楽譜を抱えたのと反対の腕が、優雅にさしのべられる。わたしは、その手をとってもいいのかな。「みょうじさん?」。見上げた先の神童くんが首をかしげる。わたし、わたし。
「神童くん」

「わたし、神童くんのことが好き。ずっと、好きだったの」


今は、サッカーに専念したいんだ。
神童くんが口にしたのは、予想通り、わたしの想いを断る言葉だった。
わかってたつもりだったけどやっぱりショックは大きくて、でも申し訳なさそうな顔をする神童くんを前に、ああやっぱりな、と幾らか冷静に考えてる私もいた。わかってた。想いが堰を切って、一音目が口をついたその瞬間からずっと覚悟してた。

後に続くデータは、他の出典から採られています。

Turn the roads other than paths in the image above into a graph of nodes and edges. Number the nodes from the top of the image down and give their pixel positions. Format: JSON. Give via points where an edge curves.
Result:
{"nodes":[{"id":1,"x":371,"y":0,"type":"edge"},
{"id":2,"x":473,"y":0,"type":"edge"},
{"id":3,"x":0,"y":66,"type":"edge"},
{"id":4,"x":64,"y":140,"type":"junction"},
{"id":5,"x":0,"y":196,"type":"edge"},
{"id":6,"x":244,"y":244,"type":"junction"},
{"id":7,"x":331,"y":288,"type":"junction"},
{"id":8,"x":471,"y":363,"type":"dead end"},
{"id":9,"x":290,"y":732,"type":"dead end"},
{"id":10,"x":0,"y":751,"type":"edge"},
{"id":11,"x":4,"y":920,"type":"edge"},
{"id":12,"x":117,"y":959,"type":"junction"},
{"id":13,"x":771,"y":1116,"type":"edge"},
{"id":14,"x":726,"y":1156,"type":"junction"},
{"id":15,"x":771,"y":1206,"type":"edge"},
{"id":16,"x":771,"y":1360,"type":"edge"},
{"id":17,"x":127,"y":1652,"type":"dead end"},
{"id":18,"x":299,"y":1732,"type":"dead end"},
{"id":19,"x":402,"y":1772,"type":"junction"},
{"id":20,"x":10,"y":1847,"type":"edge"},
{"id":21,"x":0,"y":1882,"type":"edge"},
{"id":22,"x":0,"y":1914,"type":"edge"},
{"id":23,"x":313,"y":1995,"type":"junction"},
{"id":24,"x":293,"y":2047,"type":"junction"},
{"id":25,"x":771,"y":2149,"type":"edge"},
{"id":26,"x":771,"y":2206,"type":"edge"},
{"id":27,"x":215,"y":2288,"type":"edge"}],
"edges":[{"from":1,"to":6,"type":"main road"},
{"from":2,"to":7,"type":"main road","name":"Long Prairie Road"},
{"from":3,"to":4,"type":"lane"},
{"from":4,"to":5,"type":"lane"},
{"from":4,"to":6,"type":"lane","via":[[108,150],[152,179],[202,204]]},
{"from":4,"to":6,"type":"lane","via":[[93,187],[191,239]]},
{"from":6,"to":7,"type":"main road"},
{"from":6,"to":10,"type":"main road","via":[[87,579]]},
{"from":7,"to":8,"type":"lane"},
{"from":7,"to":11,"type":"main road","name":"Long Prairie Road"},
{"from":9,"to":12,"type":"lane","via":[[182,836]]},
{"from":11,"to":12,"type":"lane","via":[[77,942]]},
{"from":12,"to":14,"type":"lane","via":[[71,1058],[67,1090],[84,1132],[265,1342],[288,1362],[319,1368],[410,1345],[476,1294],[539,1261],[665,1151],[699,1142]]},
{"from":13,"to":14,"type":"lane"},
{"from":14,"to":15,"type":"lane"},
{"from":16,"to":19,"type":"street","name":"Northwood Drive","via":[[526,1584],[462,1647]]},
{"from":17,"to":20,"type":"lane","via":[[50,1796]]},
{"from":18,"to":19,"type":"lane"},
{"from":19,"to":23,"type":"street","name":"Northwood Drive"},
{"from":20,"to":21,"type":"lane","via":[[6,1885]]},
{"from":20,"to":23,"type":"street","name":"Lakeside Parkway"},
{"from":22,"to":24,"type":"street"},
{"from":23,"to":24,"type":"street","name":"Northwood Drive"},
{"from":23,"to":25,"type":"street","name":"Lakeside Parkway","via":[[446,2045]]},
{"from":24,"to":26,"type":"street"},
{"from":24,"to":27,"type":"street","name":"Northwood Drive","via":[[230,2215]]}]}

気持ちが溢れ出して止まらなかった。片想いだって、付き合えなくたって、口にしたくてたまらなかった。ただそれだけだった。だから、目もとからは今にも涙がこぼれ落ちてしまいそうだけど、心だけはすっきり……すると、思ったのに。
「…………ごめん」
神童くんは、うつむいて小さく、謝った。涙がまぶたの裏へ消えていった。
夕陽に照らされながら苦しそうに表情を歪める神童くんの姿が、まぶたに映って、ホワイトアウトしていった。

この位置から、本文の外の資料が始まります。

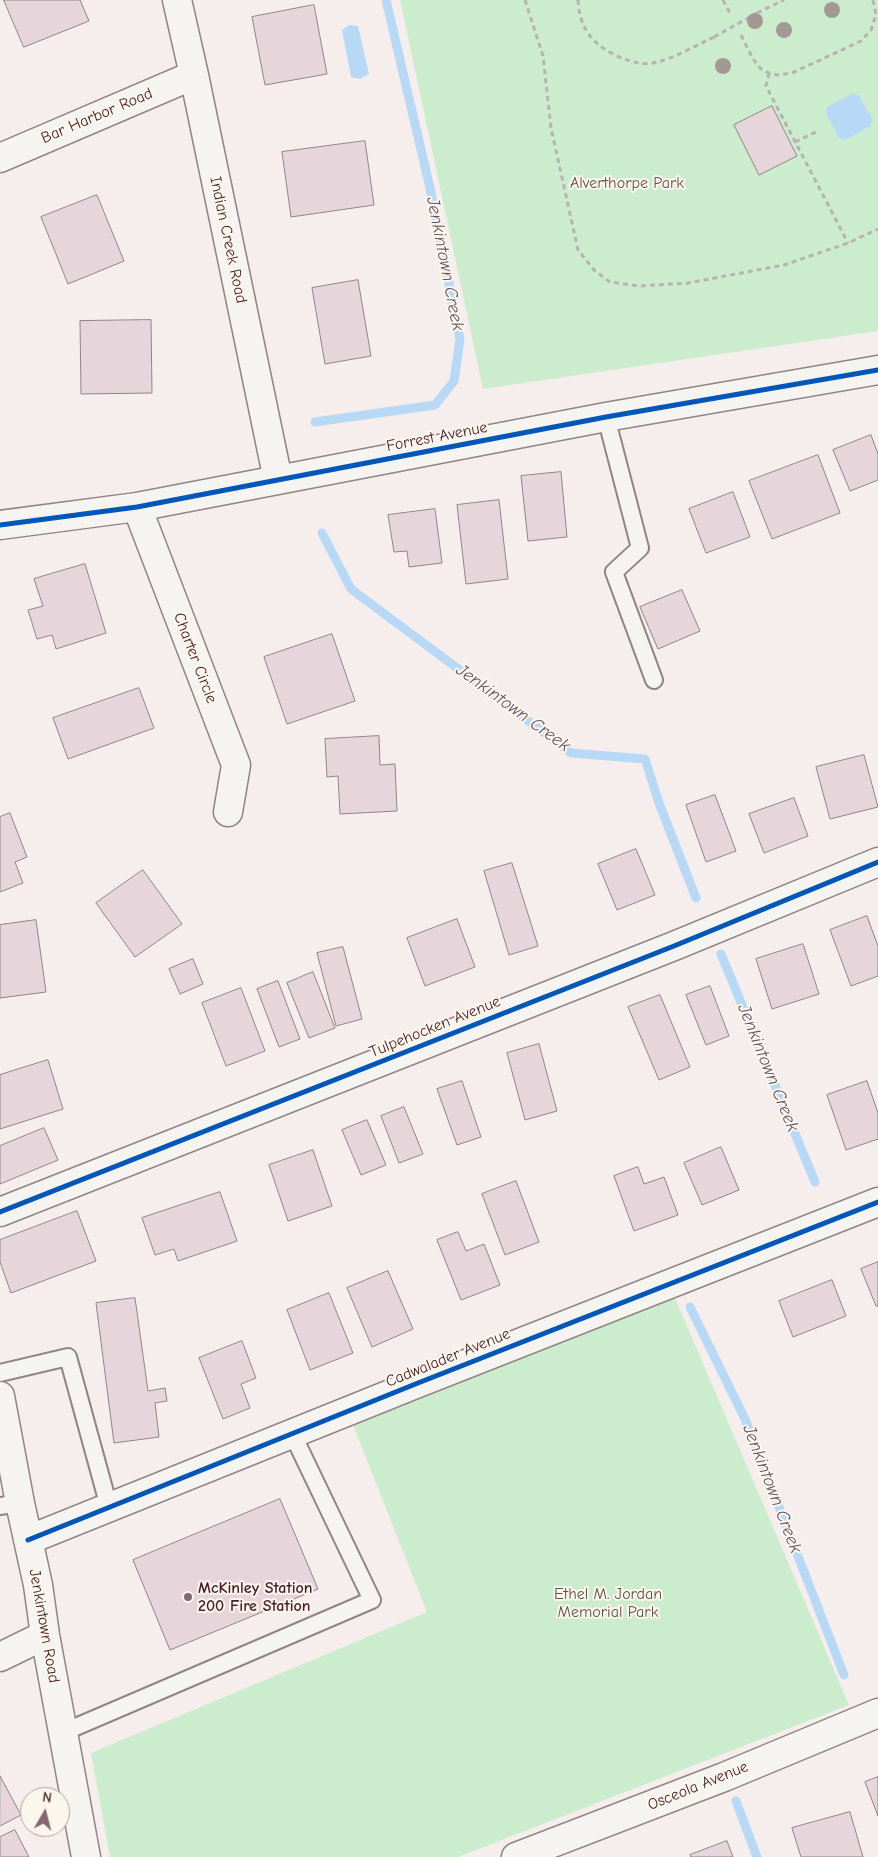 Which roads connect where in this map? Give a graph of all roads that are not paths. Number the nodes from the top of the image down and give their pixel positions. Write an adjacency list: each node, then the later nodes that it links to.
1 (177, 0): 2 (street, Indian Creek Road)
2 (194, 75): 3 (street, Bar Harbor Road); 6 (street, Indian Creek Road)
3 (0, 158)
4 (878, 370): 5 (street, Forrest Avenue)
5 (606, 417): 6 (street, Forrest Avenue); 9 (lane)
6 (278, 480): 7 (street, Forrest Avenue)
7 (137, 507): 8 (street, Forrest Avenue); 10 (street, Charter Circle)
8 (0, 525)
9 (654, 680)
10 (228, 812)
11 (878, 862): 13 (street, Tulpehocken Avenue)
12 (878, 1202): 16 (street, Cadwalader Avenue)
13 (0, 1212)
14 (0, 1373): 19 (lane)
15 (0, 1396): 17 (street, Jenkintown Road)
16 (292, 1433): 19 (street, Cadwalader Avenue); 24 (lane)
17 (4, 1434): 18 (street, Jenkintown Road)
18 (10, 1504): 20 (street, Jenkintown Road)
19 (109, 1507): 20 (street, Cadwalader Avenue)
20 (28, 1540): 21 (street, Jenkintown Road)
21 (45, 1635): 22 (street); 24 (street, Jenkintown Road)
22 (0, 1657)
23 (878, 1713): 26 (street, Osceola Avenue)
24 (64, 1732): 25 (street, Jenkintown Road)
25 (82, 1855)
26 (516, 1857)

かばんをつかんで廊下を駆けながら、今度こそわたしは泣いていた。
神童くんは謝った。きっと、わたしの好意を拒絶することを。わたしを悲しませることを。ただ一年間クラスを共にしたというだけのわたしが、ただ勝手にした告白を断ることに、謝った。誰よりも辛そうな顔をして。
神童くんは優しいのだ。いつだって背負わなくていいことに責任を感じて、誰よりも他人のことを考えてる。

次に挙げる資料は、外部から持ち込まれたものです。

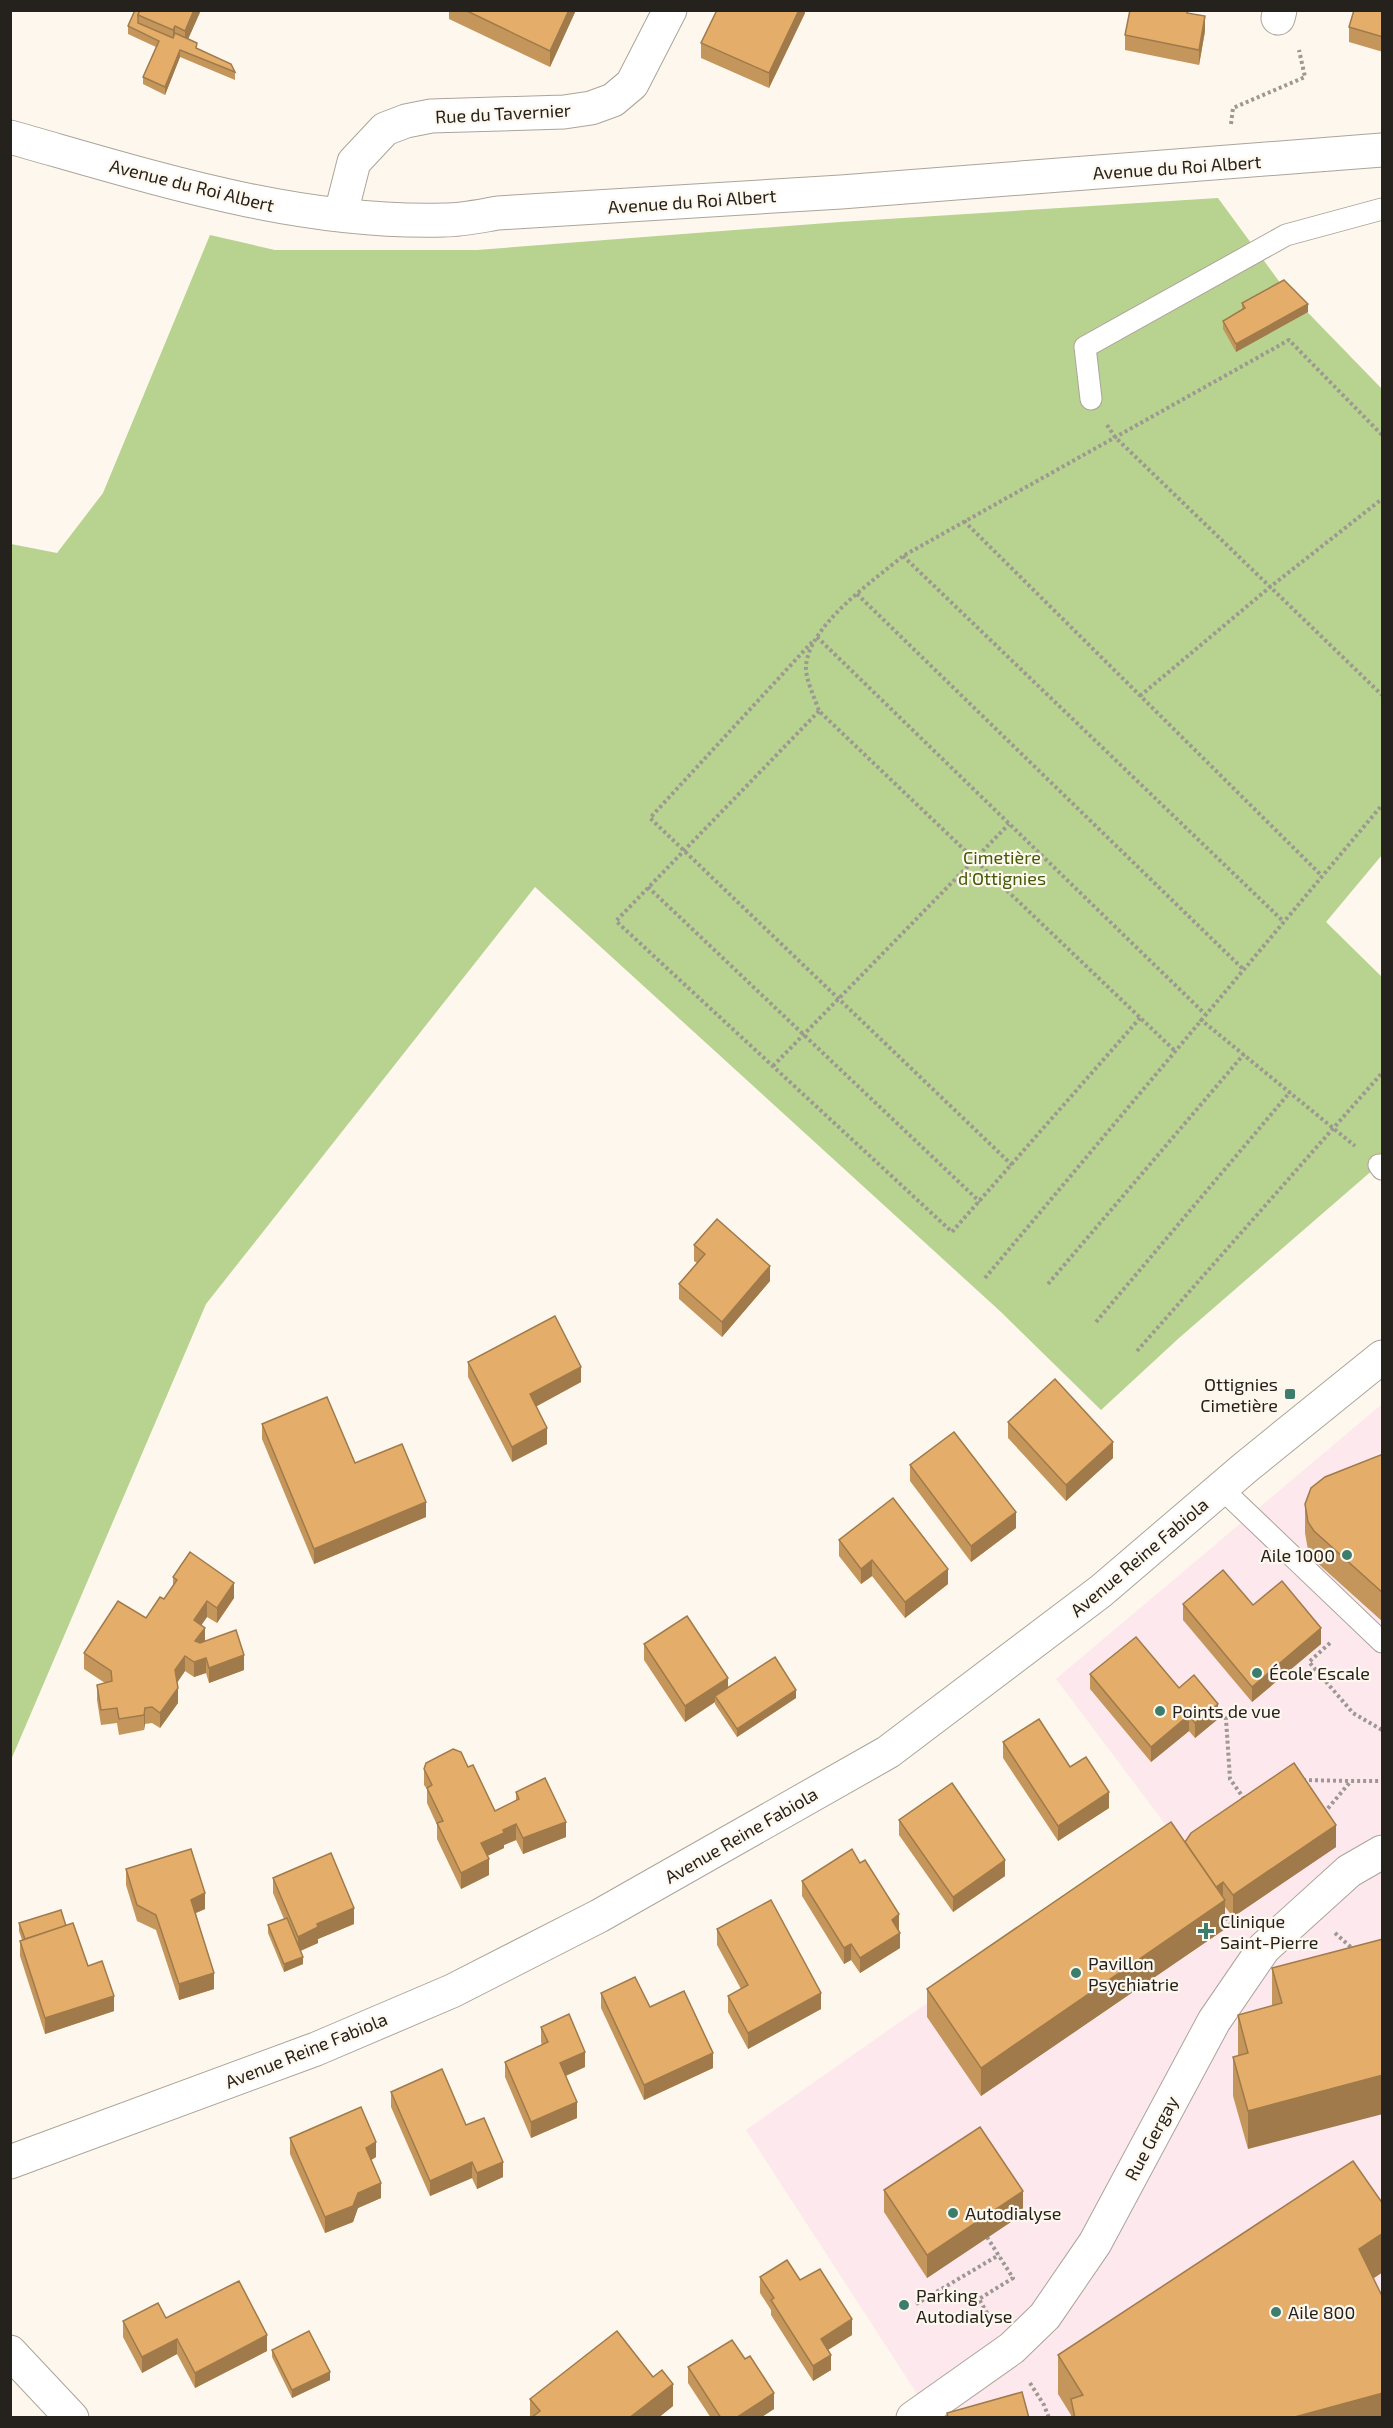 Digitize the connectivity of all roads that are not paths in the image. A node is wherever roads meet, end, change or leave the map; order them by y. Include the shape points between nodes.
1 (670, 10) edge
2 (10, 137) edge
3 (1383, 150) edge
4 (1383, 209) edge
5 (340, 213) junction
6 (1091, 399) dead end
7 (1383, 1357) edge
8 (1221, 1488) junction
9 (1383, 1642) edge
10 (1383, 1852) edge
11 (10, 2162) edge
12 (10, 2352) edge
13 (72, 2418) edge
14 (913, 2418) edge

1 - 5 street, Rue du Tavernier via 632,84 613,100 564,112 431,116 385,129 354,162
2 - 5 street, Avenue du Roi Albert via 244,201
3 - 5 street, Avenue du Roi Albert via 498,213 446,220
4 - 6 lane via 1286,235 1085,347
7 - 8 street, Avenue Reine Fabiola
8 - 9 lane
8 - 11 street, Avenue Reine Fabiola via 1101,1591 888,1752 599,1916 452,1991 326,2045
10 - 14 street, Rue Gergay via 1349,1871 1264,1948 1215,2021 1095,2243 1045,2316 1012,2348
12 - 13 street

優しすぎるよ。今まで告白を受けたことなんてきっと数多もあっただろうに、彼はそのたび、あんな顔をして断ってきたのだろうか、心を痛めてきたのだろうか。
神童くんがどんな気持ちで告白を断っているのかなんて、考えたこともなかった。
考えようともしなかった。
頭をよぎるのは後悔ばかり。あんな、神童くんを傷つけてしまうだけの言葉、自分が満足するためだけの言葉、言わなきゃよかった。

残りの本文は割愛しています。